Binary outcomes (pain free percentage, analgesics and difficulties chewing hard food) were analysed using generalised estimating equations (GEE) with a binomial distribution and logit link. The model included the same fixed effects except surgeon and assumed an exchangeable working correlation to account for within-subject correlation across days. Predicted proportions (multiplied with 100 to convert to percentage) were obtained via the inverse logit transformation, and absolute differences in percentage with 95% confidence intervals were derived from model-based least-squares means and pairwise contrasts. For other jaw function outcomes, the GEE model could not be estimated due to limited variability (few patients reported difficulties). Consequently, only descriptive statistics (n, %, ‘not applicable’) were presented for these outcomes, as well as for questions regarding school, leisure activities, disturbed sleep, bleeding, and swelling.
For the purposes of analysis, responses to question 6 and 7 were dichotomized into two groups: ‘not at all’ and ‘slightly difficult’ versus ‘very difficult’ and ‘extremely difficult’. As the reason for responding ‘not applicable’ was unknown, these responses were treated as missing in the analysis and were not included in the percentage calculations in the descriptive table.
Intra-examiner reliability, assessed using Cohen’s weighted kappa for categorical data and intraclass correlation for ordinal measures, showed excellent agreement (sector 0.93, alpha angle 0.99, d-distance 0.99).
Result
Demographics
A total of 93 patients were invited to take part in the study. One patient declined to participate. Ninety-two patients were randomised, and 83 patients received the allocated intervention, resulting in 43 patients in the GOPEX group and 40 patients in the CE group (Fig. 3).
Consort flow chart.
The patients and the pretreatment characteristics are described in Table 1. The GOPEX group had more PDCs in sector 2 and 4, whereas the CE group had more PDCs in sector 3 and 5. In one patient, the lateral incisor was missing, but the PDC was located in sector 5, overlapping the central incisor. There were no significant differences between the two intervention groups in terms of sex, age, impaction side or severity of canine impaction (Table 1). The median dental fear score in the GOPEX group was 23.0 (IQR: 20.0–32.0) and in the CE group 21.0 (IQR: 18.0–27.0) indicated slightly higher dental fear score in the GOPEX group compared with the CE group, but the difference was not statistically significant (P = 0.070).
Patient-reported outcome
All patients who underwent the allocated intervention responded to the CFSS-DS and participated in the telephone interviews.
Exposure experience
Ten patients (23%) in the GOPEX group and twelve patients (30%) in the CE group reported experiencing certain parts of the procedure as particularly unpleasant, with anaesthesia being the most common issue in both groups (64%), followed by bone removal (9%).

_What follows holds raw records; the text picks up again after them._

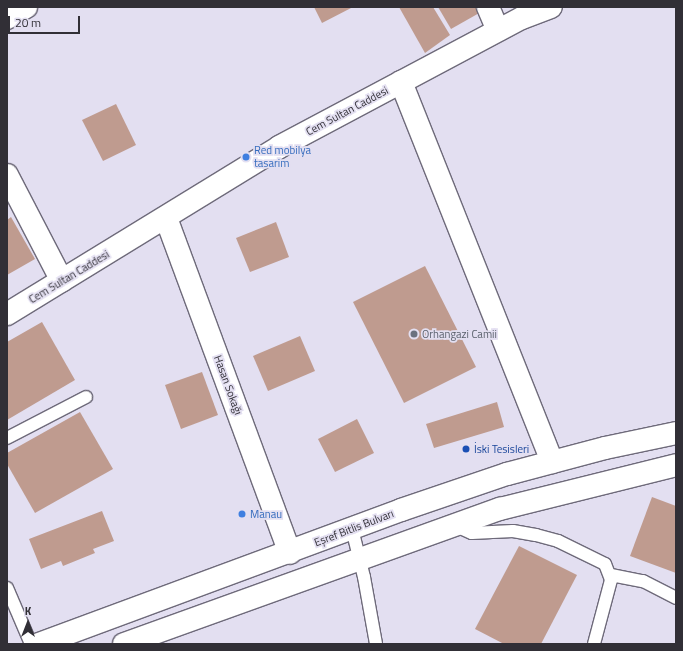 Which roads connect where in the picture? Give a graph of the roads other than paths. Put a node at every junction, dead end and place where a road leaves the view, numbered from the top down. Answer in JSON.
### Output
{"nodes":[{"id":1,"x":26,"y":7,"type":"edge"},
{"id":2,"x":488,"y":7,"type":"edge"},
{"id":3,"x":551,"y":7,"type":"edge"},
{"id":4,"x":7,"y":18,"type":"edge"},
{"id":5,"x":498,"y":30,"type":"junction"},
{"id":6,"x":401,"y":82,"type":"junction"},
{"id":7,"x":7,"y":175,"type":"edge"},
{"id":8,"x":166,"y":218,"type":"junction"},
{"id":9,"x":62,"y":281,"type":"junction"},
{"id":10,"x":7,"y":314,"type":"edge"},
{"id":11,"x":86,"y":397,"type":"dead end"},
{"id":12,"x":676,"y":433,"type":"edge"},
{"id":13,"x":7,"y":438,"type":"edge"},
{"id":14,"x":552,"y":462,"type":"junction"},
{"id":15,"x":676,"y":465,"type":"edge"},
{"id":16,"x":453,"y":525,"type":"junction"},
{"id":17,"x":352,"y":529,"type":"junction"},
{"id":18,"x":290,"y":552,"type":"junction"},
{"id":19,"x":360,"y":558,"type":"junction"},
{"id":20,"x":610,"y":575,"type":"junction"},
{"id":21,"x":7,"y":588,"type":"edge"},
{"id":22,"x":676,"y":598,"type":"edge"},
{"id":23,"x":77,"y":638,"type":"edge"},
{"id":24,"x":31,"y":644,"type":"edge"},
{"id":25,"x":39,"y":644,"type":"edge"},
{"id":26,"x":124,"y":644,"type":"edge"},
{"id":27,"x":376,"y":644,"type":"edge"},
{"id":28,"x":594,"y":644,"type":"edge"}],
"edges":[{"from":1,"to":4,"type":"street"},
{"from":2,"to":5,"type":"street"},
{"from":3,"to":5,"type":"street","name":"Cem Sultan Caddesi"},
{"from":5,"to":6,"type":"street","name":"Cem Sultan Caddesi"},
{"from":6,"to":8,"type":"street","name":"Cem Sultan Caddesi"},
{"from":6,"to":14,"type":"street"},
{"from":7,"to":9,"type":"street"},
{"from":8,"to":9,"type":"street","name":"Cem Sultan Caddesi"},
{"from":8,"to":18,"type":"street","name":"Hasan Sokağı"},
{"from":9,"to":10,"type":"street","name":"Cem Sultan Caddesi"},
{"from":11,"to":13,"type":"lane"},
{"from":12,"to":14,"type":"street","name":"Eşref Bitlis Bulvarı"},
{"from":14,"to":17,"type":"street","name":"Eşref Bitlis Bulvarı"},
{"from":15,"to":16,"type":"street"},
{"from":16,"to":19,"type":"street"},
{"from":16,"to":20,"type":"lane"},
{"from":17,"to":18,"type":"street","name":"Eşref Bitlis Bulvarı"},
{"from":17,"to":19,"type":"lane"},
{"from":18,"to":23,"type":"street","name":"Eşref Bitlis Bulvarı"},
{"from":19,"to":26,"type":"street"},
{"from":19,"to":27,"type":"lane"},
{"from":20,"to":22,"type":"lane"},
{"from":20,"to":28,"type":"lane"},
{"from":21,"to":24,"type":"lane"},
{"from":23,"to":25,"type":"street","name":"Eşref Bitlis Bulvarı"}]} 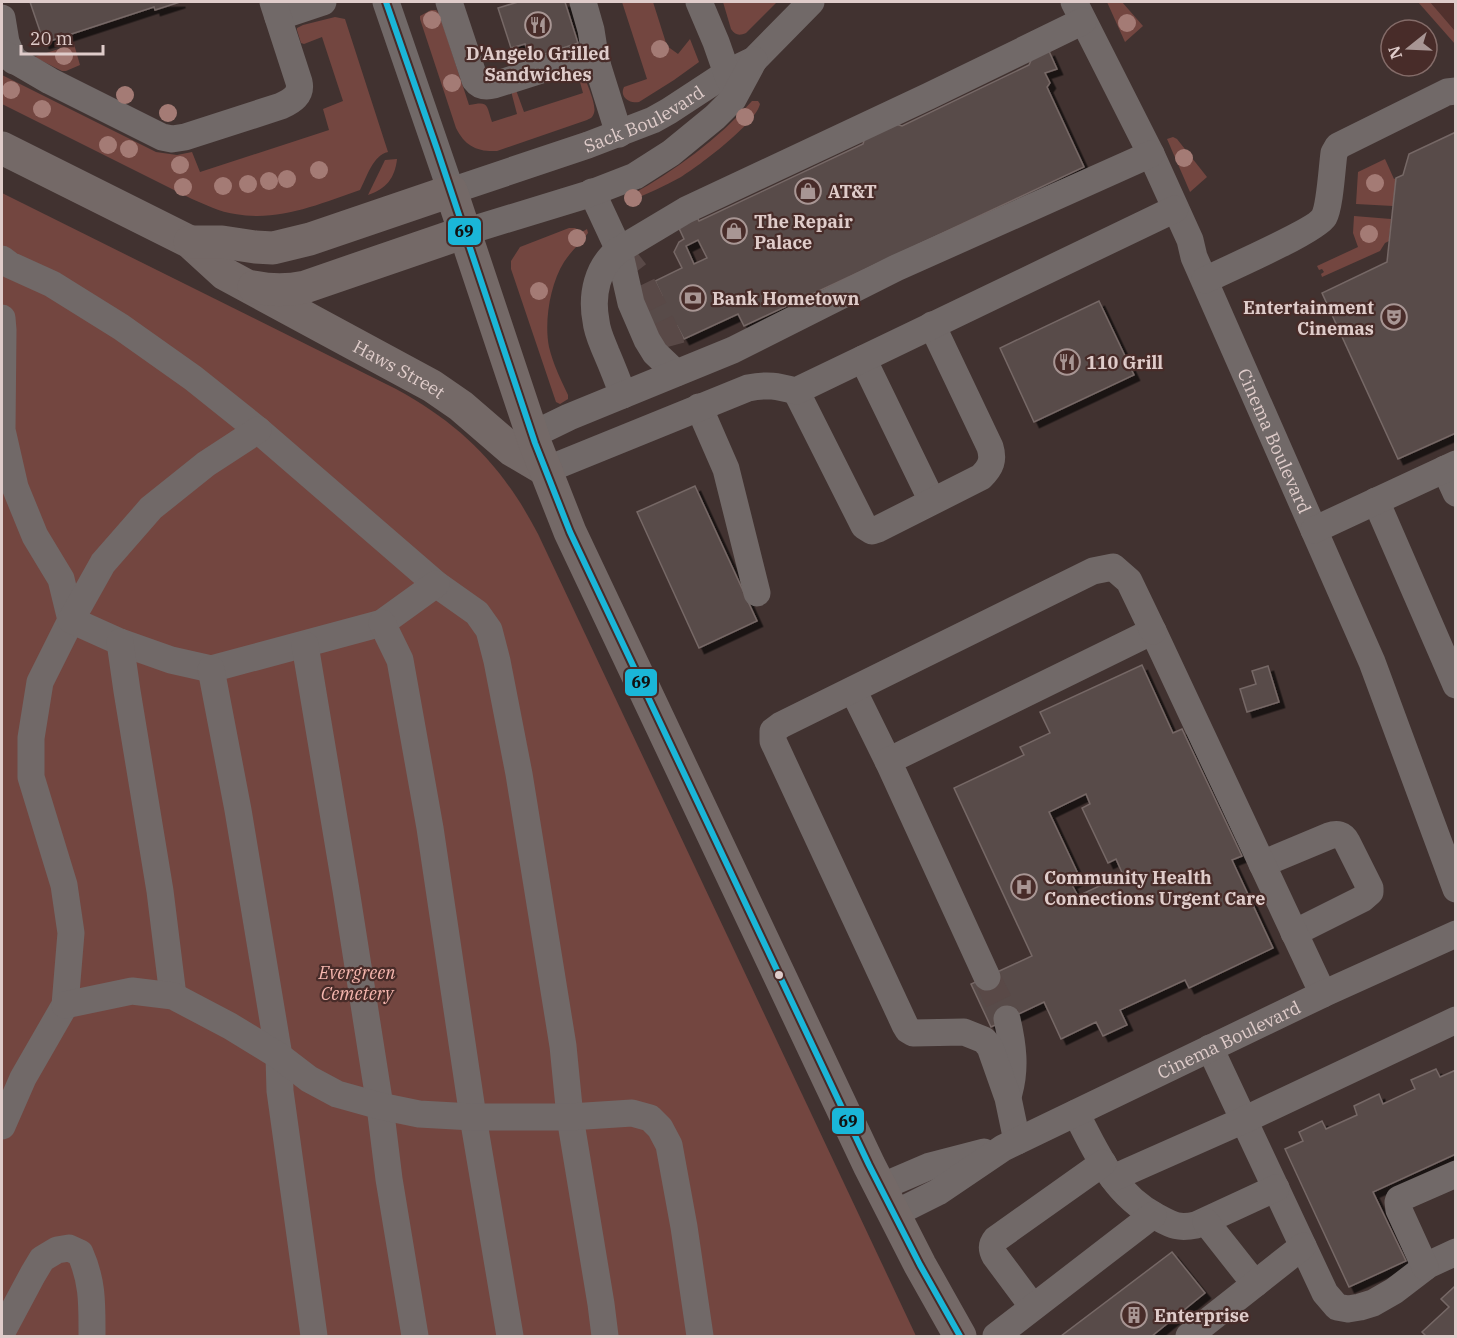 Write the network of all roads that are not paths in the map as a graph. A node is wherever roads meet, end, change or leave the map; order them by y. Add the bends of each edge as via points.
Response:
1 (323, 2) edge
2 (388, 2) edge
3 (449, 2) edge
4 (583, 2) edge
5 (699, 2) edge
6 (709, 2) edge
7 (811, 2) edge
8 (275, 9) edge
9 (1079, 11) edge
10 (2, 18) edge
11 (716, 42) junction
12 (595, 53) junction
13 (8, 57) edge
14 (732, 81) junction
15 (1455, 91) edge
16 (619, 134) junction
17 (2, 148) edge
18 (1151, 154) junction
19 (451, 191) junction
20 (592, 192) junction
21 (1175, 209) junction
22 (465, 232) junction
23 (190, 242) junction
24 (619, 250) junction
25 (4, 269) edge
26 (1205, 280) junction
27 (243, 284) junction
28 (2, 318) edge
29 (932, 325) junction
30 (863, 359) junction
31 (676, 373) junction
32 (796, 391) junction
33 (623, 395) junction
34 (699, 407) junction
35 (258, 430) junction
36 (532, 435) junction
37 (546, 470) junction
38 (1452, 475) edge
39 (932, 501) junction
40 (1376, 501) junction
41 (1314, 530) junction
42 (436, 584) junction
43 (758, 593) dead end
44 (71, 620) junction
45 (382, 623) junction
46 (1153, 631) junction
47 (120, 642) junction
48 (304, 645) junction
49 (211, 669) junction
50 (1455, 685) edge
51 (853, 690) junction
52 (888, 761) junction
53 (1262, 864) junction
54 (1455, 889) edge
55 (1294, 933) junction
56 (1455, 934) edge
57 (987, 977) tunnel mouth
58 (1323, 994) junction
59 (173, 996) junction
60 (65, 1005) junction
61 (1007, 1019) tunnel mouth
62 (1455, 1020) edge
63 (1210, 1048) junction
64 (279, 1056) junction
65 (1008, 1098) junction
66 (380, 1106) junction
67 (1076, 1113) junction
68 (473, 1117) junction
69 (570, 1117) junction
70 (1244, 1120) junction
71 (2, 1126) edge
72 (1010, 1144) junction
73 (1108, 1171) junction
74 (1455, 1174) edge
75 (1276, 1188) junction
76 (888, 1201) junction
77 (1153, 1215) junction
78 (1206, 1222) junction
79 (1303, 1246) junction
80 (1455, 1252) edge
81 (1425, 1267) junction
82 (1255, 1284) junction
83 (1033, 1307) junction
84 (2, 1332) edge
85 (92, 1336) edge
86 (314, 1336) edge
87 (414, 1336) edge
88 (510, 1336) edge
89 (605, 1336) edge
90 (700, 1336) edge
91 (960, 1336) edge
92 (996, 1336) edge
93 (1189, 1336) edge

1 - 8 street
2 - 19 street
3 - 12 street via 475,80 483,87
4 - 12 street
5 - 11 street
6 - 11 street
7 - 14 street, Sack Boulevard
8 - 13 street via 299,82 296,97 287,104 185,138 167,139
9 - 18 street, Cinema Boulevard
9 - 24 street via 929,96 686,210
10 - 13 street
11 - 14 street
12 - 16 street
14 - 16 street, Sack Boulevard
14 - 20 street via 733,99 671,153 635,176
15 - 26 street via 1338,146 1326,214 1320,223
16 - 19 street, Sack Boulevard
17 - 23 main road, Haws Street
18 - 21 street, Cinema Boulevard
18 - 31 street via 906,263 733,350
19 - 22 main road
19 - 23 main road, Haws Street via 273,248
20 - 22 street
20 - 24 street
21 - 26 street, Cinema Boulevard
21 - 29 street
22 - 27 main road, Haws Street via 305,287 275,291
22 - 36 main road
23 - 27 main road, Haws Street via 225,274
24 - 31 street via 631,303 647,340
24 - 33 street via 610,256 600,273 595,314
25 - 35 street via 52,284 121,327
26 - 41 street, Cinema Boulevard
27 - 37 main road, Haws Street via 432,386 512,450
28 - 44 street via 2,430 15,487 35,536 60,579
29 - 30 street
29 - 39 street via 992,462 981,477
30 - 32 street
30 - 39 street
31 - 33 street
32 - 34 street via 764,385
32 - 39 street via 867,529 878,529
33 - 36 street
34 - 37 street
34 - 43 street via 726,469
35 - 42 street
35 - 44 street via 206,464 151,508 103,563
36 - 37 main road
37 - 76 main road via 570,532
38 - 40 street
40 - 41 street
40 - 50 street
41 - 54 street, Cinema Boulevard via 1372,662
42 - 45 street
42 - 69 street via 477,613 489,630 497,661 563,1046
44 - 47 street
44 - 60 street via 40,682 31,738 31,777 64,885 70,924
45 - 48 street
45 - 68 street via 400,660 430,828
46 - 51 street via 1129,581 1113,567 1093,572
46 - 52 street
46 - 53 street
47 - 49 street
47 - 59 street
48 - 49 street
48 - 66 street
49 - 64 street
51 - 52 street
51 - 65 street via 781,724 773,731 772,741 908,1030 923,1034 964,1032 984,1040
52 - 57 street
53 - 55 street
53 - 55 street via 1340,834 1370,888 1362,899
55 - 58 street
56 - 58 street, Cinema Boulevard
58 - 63 street, Cinema Boulevard
59 - 60 street via 132,991
59 - 64 street
60 - 71 street via 23,1078
61 - 65 street via 1014,1054
62 - 70 street
63 - 67 street, Cinema Boulevard
63 - 70 street
64 - 66 street via 337,1094
64 - 86 street via 280,1091
65 - 72 street
66 - 68 street via 419,1114
66 - 87 street
67 - 72 street, Cinema Boulevard
67 - 73 street
68 - 69 street
68 - 88 street
69 - 89 street
69 - 90 street via 632,1113 650,1118 660,1128 669,1145
70 - 73 street
70 - 75 street
72 - 76 street, Cinema Boulevard via 938,1192
73 - 77 street via 1129,1198
73 - 83 street via 992,1243 994,1256
74 - 81 street via 1398,1202
75 - 78 street
75 - 79 street
76 - 91 main road
77 - 78 street via 1176,1227
77 - 83 street
78 - 82 street
79 - 81 street via 1325,1293 1337,1306 1348,1309 1387,1295
79 - 82 street
80 - 81 street
82 - 93 street
83 - 92 street
84 - 85 street via 42,1259 69,1248 80,1253 85,1265 92,1292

Pain intensity and characteristics
The mean and median pain scores from the evening of exposure (day 1) to day 20, when all patients were pain-free, are shown in Table 2. Spaghetti plots (Fig. 4) illustrate a similar decline in pain for both groups, with considerable individual variation within each group.
Spaghetti plots illustrating reported pain in the glass ionomer open exposure (GOPEX) group (left) and the closed exposure (CE) group (right), with red lines denoting median pain scores.

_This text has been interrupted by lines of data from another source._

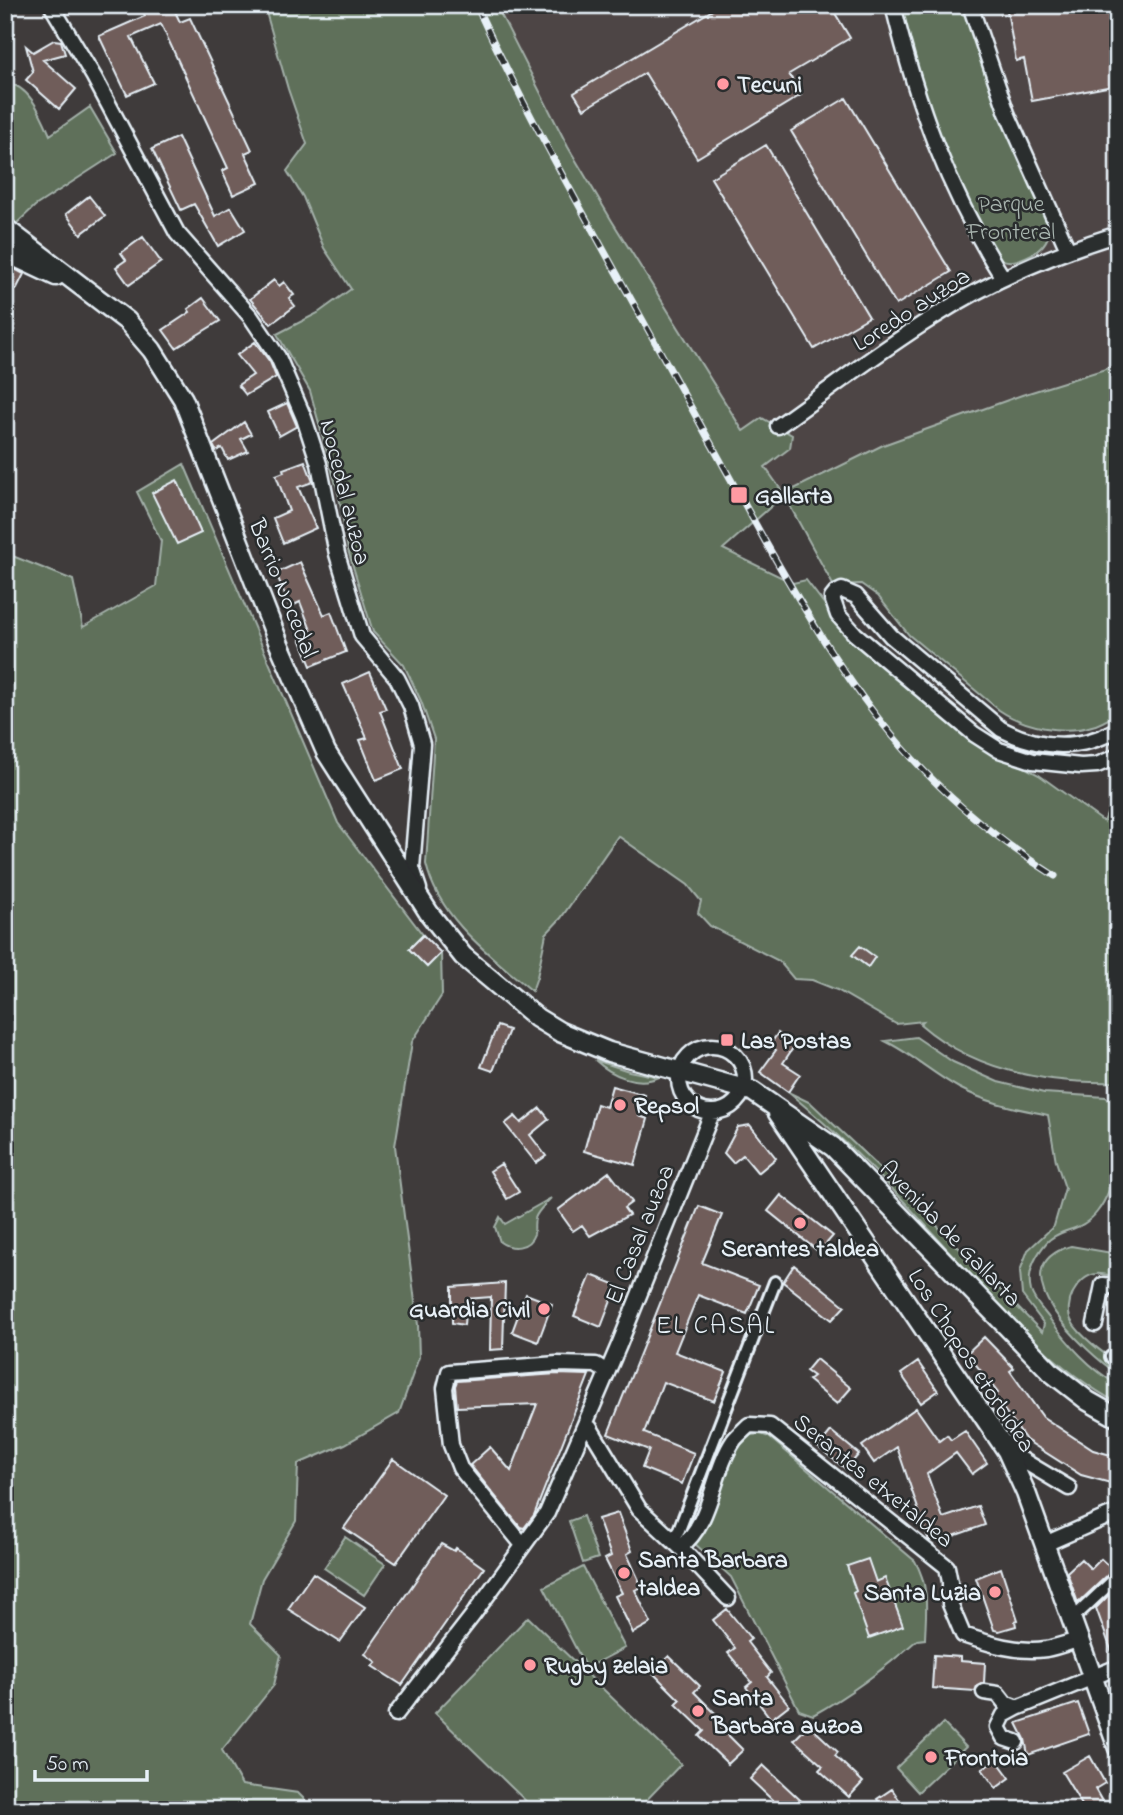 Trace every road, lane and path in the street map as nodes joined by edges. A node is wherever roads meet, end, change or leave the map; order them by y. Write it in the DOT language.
graph roads {
  1 [pos="51,5"];
  2 [pos="893,5"];
  3 [pos="970,5"];
  4 [pos="5,228"];
  5 [pos="1118,234"];
  6 [pos="1068,250"];
  7 [pos="5,252"];
  8 [pos="1003,278"];
  9 [pos="87,290"];
  10 [pos="778,426"];
  11 [pos="1118,729"];
  12 [pos="1118,756"];
  13 [pos="429,914"];
  14 [pos="680,1072"];
  15 [pos="744,1089"];
  16 [pos="774,1106"];
  17 [pos="712,1112"];
  18 [pos="833,1147"];
  19 [pos="816,1172"];
  20 [pos="775,1282"];
  21 [pos="1118,1287"];
  22 [pos="1095,1324"];
  23 [pos="607,1372"];
  24 [pos="1118,1418"];
  25 [pos="585,1425"];
  26 [pos="1007,1451"];
  27 [pos="1069,1488"];
  28 [pos="1118,1511"];
  29 [pos="676,1544"];
  30 [pos="1045,1544"];
  31 [pos="523,1545"];
  32 [pos="1117,1578"];
  33 [pos="728,1598"];
  34 [pos="1072,1620"];
  35 [pos="1078,1640"];
  36 [pos="1118,1667"];
  37 [pos="1092,1676"];
  38 [pos="984,1692"];
  39 [pos="1017,1708"];
  40 [pos="396,1714"];
  41 [pos="1016,1742"];
  42 [pos="1118,1748"];
  1 -- 13 [label="street, Nocedal auzoa"];
  2 -- 8 [label="street"];
  3 -- 6 [label="street"];
  4 -- 9 [label="street, Barrio Nocedal"];
  5 -- 6 [label="street, Loredo auzoa"];
  6 -- 8 [label="street, Loredo auzoa"];
  7 -- 9 [label="street, Barrio Nocedal"];
  8 -- 10 [label="street, Loredo auzoa"];
  9 -- 13 [label="street, Barrio Nocedal"];
  11 -- 12 [label="street"];
  13 -- 14 [label="street, Barrio Nocedal"];
  14 -- 15 [label="street, Avenida de Gallarta"];
  14 -- 15 [label="street"];
  14 -- 17 [label="street"];
  15 -- 16 [label="street, Avenida de Gallarta"];
  15 -- 17 [label="street"];
  16 -- 18 [label="street, Avenida de Gallarta"];
  16 -- 19 [label="street, Los Chopos etorbidea"];
  17 -- 23 [label="street, El Casal auzoa"];
  18 -- 19 [label="street"];
  18 -- 24 [label="street, Avenida de Gallarta"];
  19 -- 26 [label="street, Los Chopos etorbidea"];
  20 -- 29 [label="street"];
  21 -- 22 [label="street"];
  23 -- 25 [label="street, El Casal auzoa"];
  23 -- 31 [label="street"];
  25 -- 29 [label="street"];
  25 -- 31 [label="street, El Casal auzoa"];
  26 -- 27 [label="street"];
  26 -- 30 [label="street, Los Chopos etorbidea"];
  28 -- 30 [label="street"];
  29 -- 33 [label="street"];
  29 -- 35 [label="street, Serantes etxetaldea"];
  30 -- 34 [label="street, Los Chopos etorbidea"];
  31 -- 40 [label="street, El Casal auzoa"];
  32 -- 34 [label="street"];
  34 -- 35 [label="street, Los Chopos etorbidea"];
  35 -- 37 [label="street, Los Chopos etorbidea"];
  36 -- 37 [label="street"];
  37 -- 39 [label="street"];
  37 -- 42 [label="street, Los Chopos etorbidea"];
  38 -- 39 [label="street"];
  39 -- 41 [label="street"];
}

During the first 14 postoperative days, the overall fold change in geometric mean pain scores—representing the ratio between groups (GOPEX vs CE)—was 1.41 (95% CI: 0.93–2.15; P = 0.103). As pain scores in both groups were low after day 7, the overall 14-day comparison showed no significant difference between groups. The GOPEX group showed higher geometric mean pain score on day 7 with fold change 2.29 (95% CI: 1.18–4.44; P = 0.015), with no day-specific differences on other days (Fig. 5, Table 3).
Geometric mean pain scores and corresponding 95% confidence intervals for days 1–14, stratified by treatment arm: glass ionomer open exposure (GOPEX) and closed exposure (CE).
When only the first 7 postoperative days were assessed, estimates of geometric mean pain scores were consistently higher in the GOPEX group than in the CE group and the overall fold change was 1.78 (95% CI: 1.07–2.99; P = 0.028), indicating a significant difference between groups. On day 1, the geometric mean pain score was 3.90 (95% CI: 2.64–5.75) in the GOPEX group compared with 2.48 (95% CI: 1.58–3.90) in the CE group, corresponding to a fold change of 1.57 (95% CI: 1.03–2.39; P = 0.035). Pain decreased in both groups following a similar pattern, with the difference again reaching significance on day 7 with fold change 2.43 (95% CI: 1.24–4.79; P = 0.011) (Supplementary Material S3).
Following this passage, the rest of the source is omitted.